石丸: 近いんですよ(笑)。鼻と鼻がすれ合うくらい。(半沢直樹役の)堺雅人さんが事前に「石丸さん、僕ちょっと接近していきますので、びっくりしないでくださいね」と言ってくれたんですが、想像以上でした。そのおかげですごく迫力のある、いい絵になっていましたね。ただ、あまりに黒い役のイメージが強くて、放送中から町ですれ違う人に舌打ちされたり、飲み屋で「ちっ」て言われたり(笑)。
池井戸: 演技と現実を混同してます。
石丸: 本当です。僕のミュージカルや演劇を観たことがない方々からすると、「石丸幹二=浅野支店長」という刷り込みから始まっているので。一時期は髭を生やして変装しながら世の中を歩いていました。

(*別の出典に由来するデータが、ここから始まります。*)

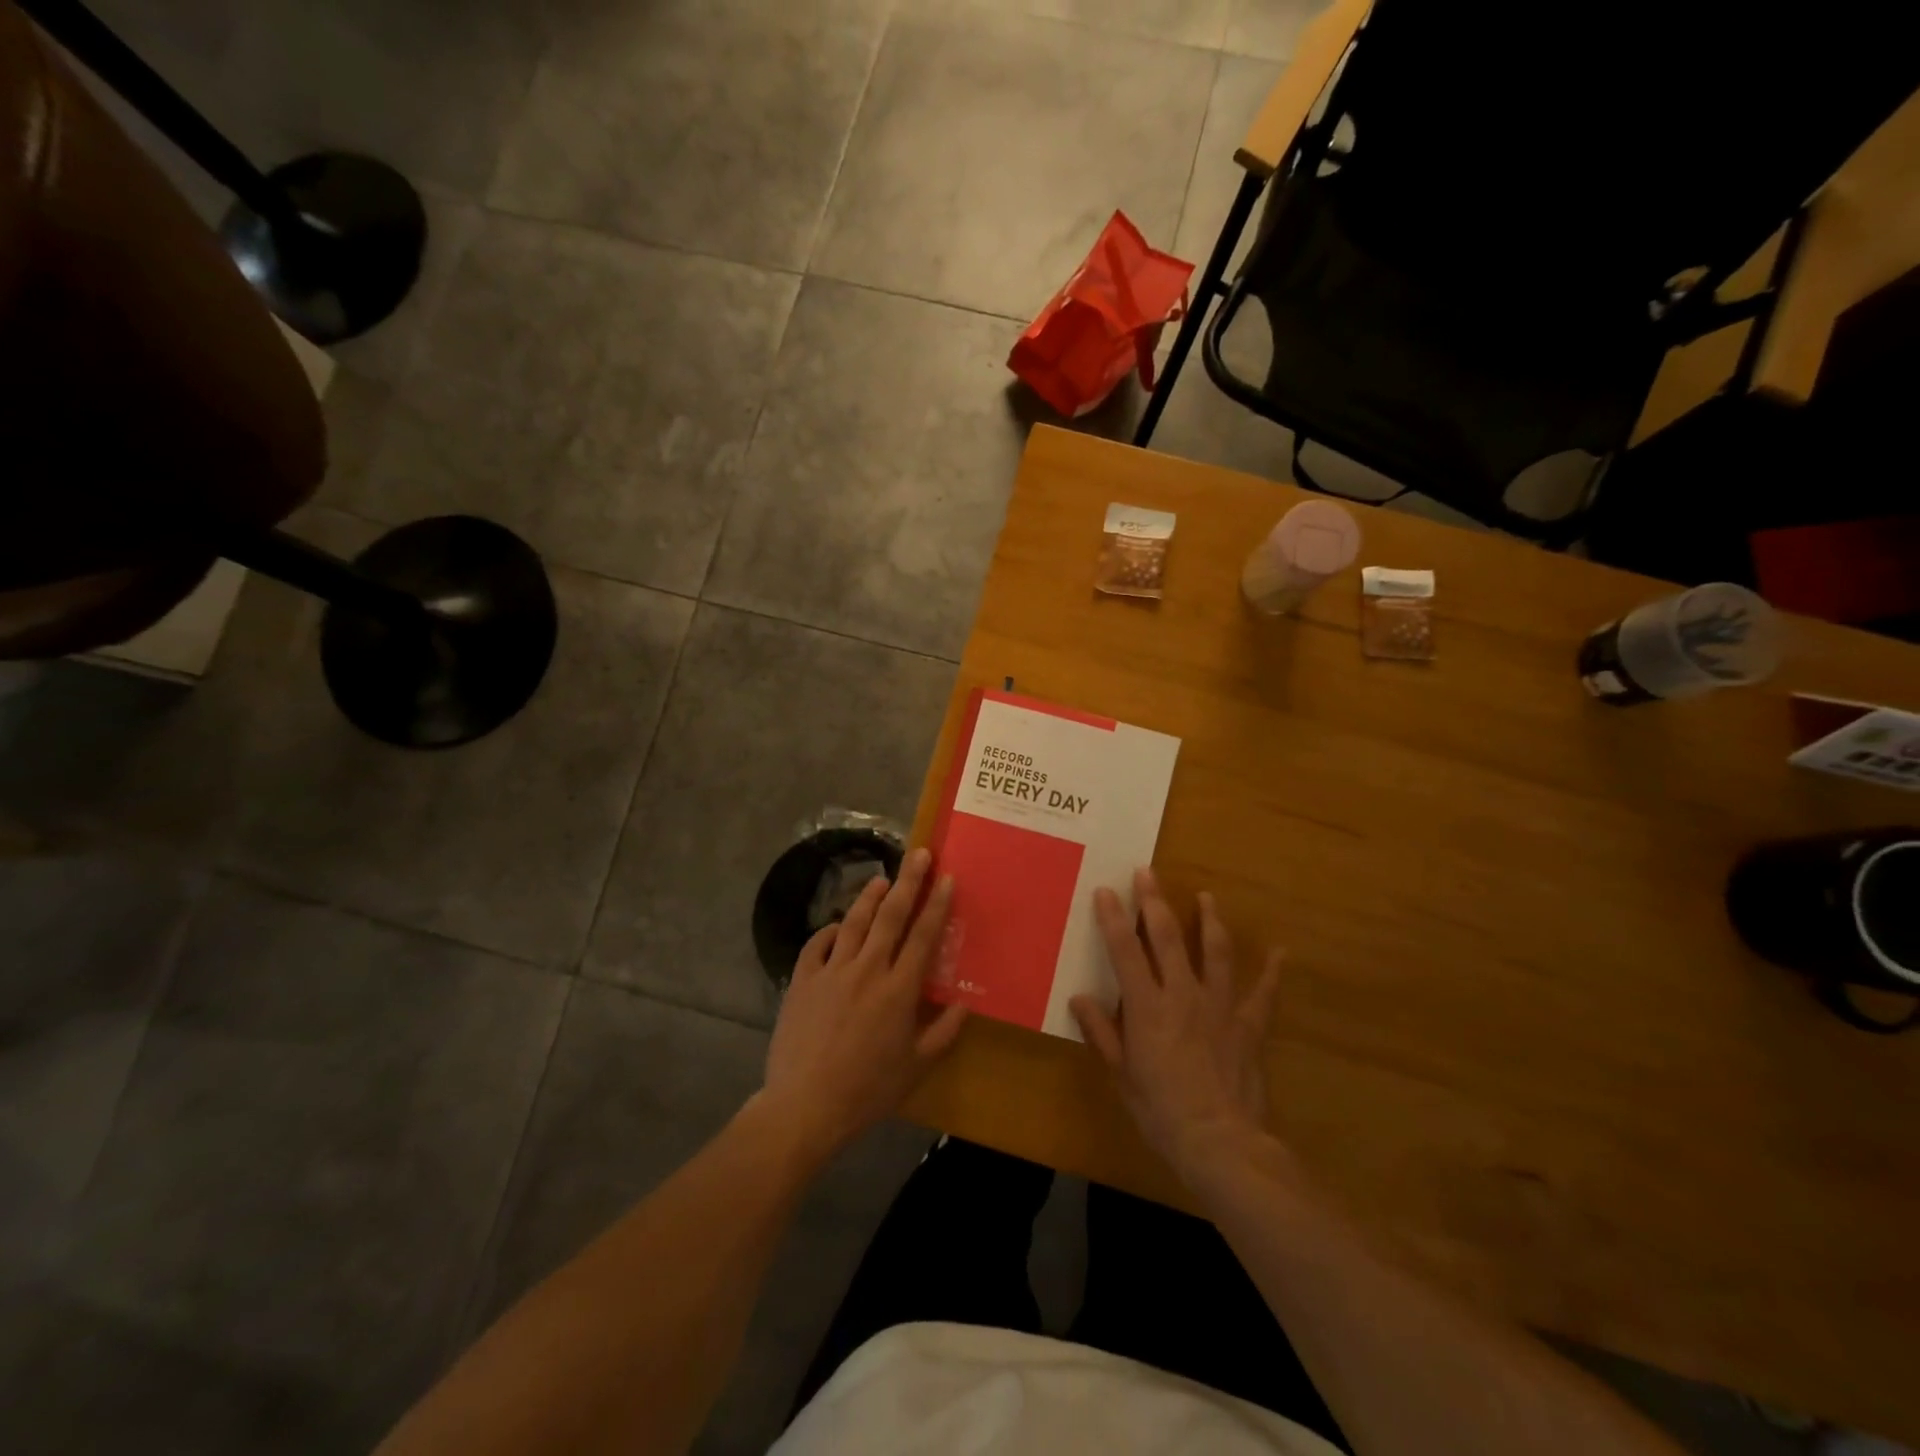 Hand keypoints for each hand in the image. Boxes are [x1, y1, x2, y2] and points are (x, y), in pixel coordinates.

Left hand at [759, 847, 967, 1162]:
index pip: (923, 936)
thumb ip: (943, 1032)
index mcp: (899, 990)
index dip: (937, 904)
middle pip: (891, 916)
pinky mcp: (802, 981)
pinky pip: (817, 945)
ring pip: (854, 922)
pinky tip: (837, 926)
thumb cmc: (868, 1090)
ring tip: (881, 878)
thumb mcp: (916, 1068)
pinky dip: (829, 930)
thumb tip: (964, 1003)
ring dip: (869, 897)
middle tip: (918, 854)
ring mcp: (831, 972)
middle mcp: (867, 970)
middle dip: (907, 881)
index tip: (946, 877)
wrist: (805, 1106)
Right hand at [1071, 868, 1282, 1183]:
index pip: (1125, 951)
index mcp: (1147, 1007)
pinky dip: (1271, 973)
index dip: (1113, 918)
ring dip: (1209, 921)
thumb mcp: (1122, 1075)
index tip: (1105, 890)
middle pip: (1167, 938)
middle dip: (1155, 901)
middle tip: (1147, 872)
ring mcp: (1219, 1007)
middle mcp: (1182, 995)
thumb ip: (1102, 1033)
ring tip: (1206, 897)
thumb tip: (1080, 999)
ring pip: (1215, 952)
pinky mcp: (1248, 1026)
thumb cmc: (1161, 1111)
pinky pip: (1262, 994)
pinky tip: (1280, 953)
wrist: (1221, 1143) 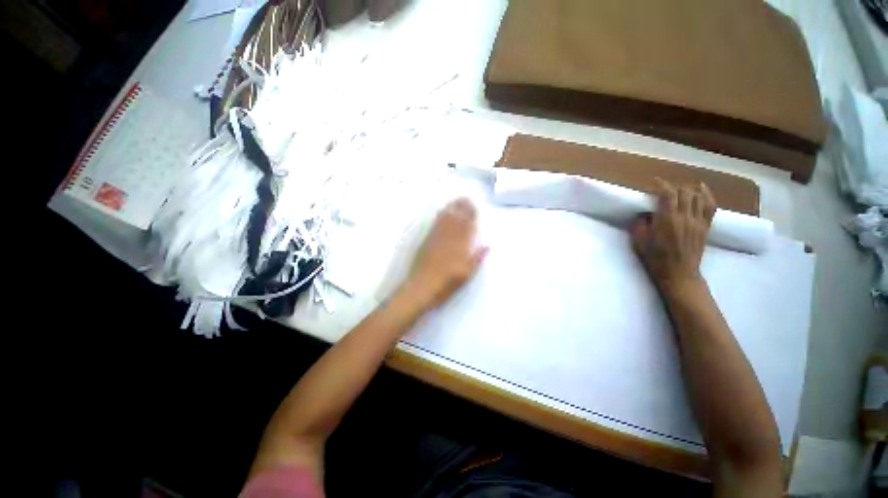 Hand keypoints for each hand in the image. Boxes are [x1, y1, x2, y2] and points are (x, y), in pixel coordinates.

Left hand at [403, 198, 488, 309]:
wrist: (421, 288)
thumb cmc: (446, 284)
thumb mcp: (466, 275)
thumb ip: (477, 259)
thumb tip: (487, 246)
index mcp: (461, 247)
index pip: (468, 227)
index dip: (471, 216)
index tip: (475, 206)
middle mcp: (449, 239)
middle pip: (457, 219)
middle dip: (462, 208)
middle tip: (466, 198)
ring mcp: (436, 239)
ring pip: (445, 219)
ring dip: (451, 208)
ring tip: (456, 201)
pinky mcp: (427, 241)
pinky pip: (435, 224)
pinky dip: (440, 216)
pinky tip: (442, 211)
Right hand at [630, 180, 715, 294]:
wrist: (679, 274)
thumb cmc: (655, 259)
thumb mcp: (639, 242)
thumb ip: (640, 225)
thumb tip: (643, 214)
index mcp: (666, 220)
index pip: (667, 195)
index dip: (661, 185)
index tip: (654, 182)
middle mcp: (684, 217)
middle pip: (683, 193)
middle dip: (673, 187)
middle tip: (663, 190)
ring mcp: (697, 221)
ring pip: (697, 197)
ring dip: (687, 190)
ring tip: (679, 190)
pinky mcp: (705, 227)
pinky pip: (710, 206)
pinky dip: (707, 194)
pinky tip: (701, 189) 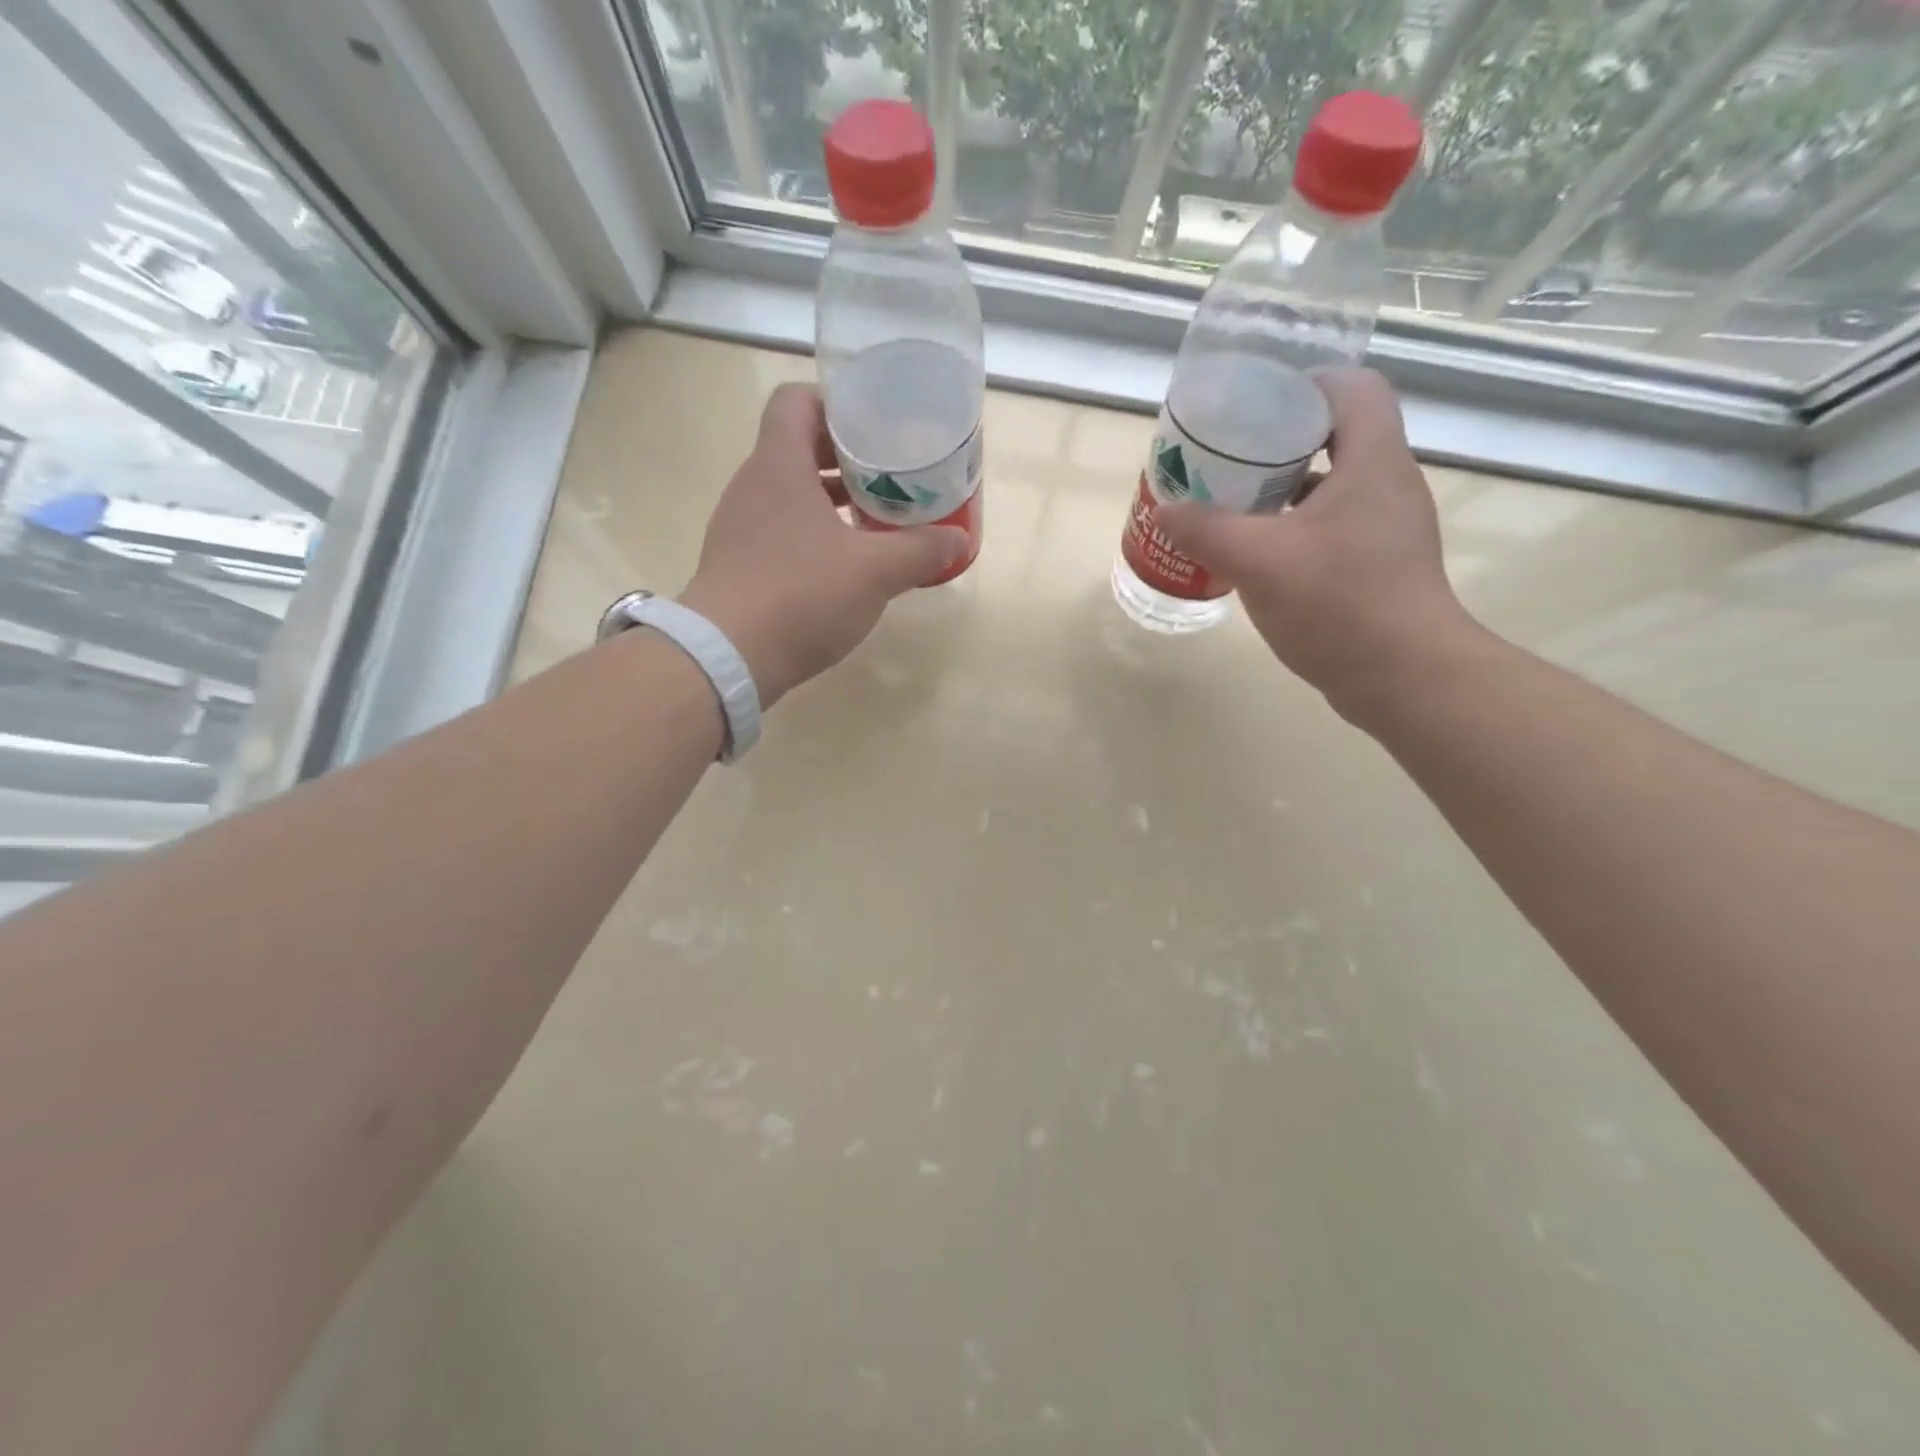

でも、そういった意味では知ってもらえたってこと自体、僕にとってはすごく嬉しいことでしたし、『半沢直樹』があって今があるなと思っています。
池井戸: 嬉しいです。
石丸: だから、その後『ルーズヴェルト・ゲーム』に出演させていただくときは「なんとか“白い役”にしていただけませんでしょうか」とお願いして、黒から白の役にしていただいたんです(笑)。
「作家さんというよりは、親しいお兄さんみたいな感じ」
石丸: 池井戸さんが劇団四季の機関誌「ラ・アルプ」に連載をされていたご縁もあって、飲みにでかけたことがありましたね。
池井戸: 劇団四季の方たちと一緒でした。あのとき、ものすごく飲みましたよね。僕はヘベレケになって帰ったのに、石丸さんは次の日の昼には生放送で歌っていました。
石丸: そんな無謀なことを(笑)。でも、楽しい会でした。
池井戸: 石丸さんのコンサートにもよく行かせてもらっています。サントリーホールでのオーケストラコンサートも。
石丸: 来ていただいて、ありがとうございます。
池井戸: クラシックの殿堂であるサントリーホールでオーケストラコンサートをやるミュージカル俳優って、なかなかいらっしゃらないですよね。敷居が高いですから。
石丸: そうやって池井戸さんは色々なコンサートに足を運んでくださって、感想をいただいたり。僕にとっては、作家さんというよりは、なんだか親しいお兄さんみたいなお付き合いをさせてもらっています。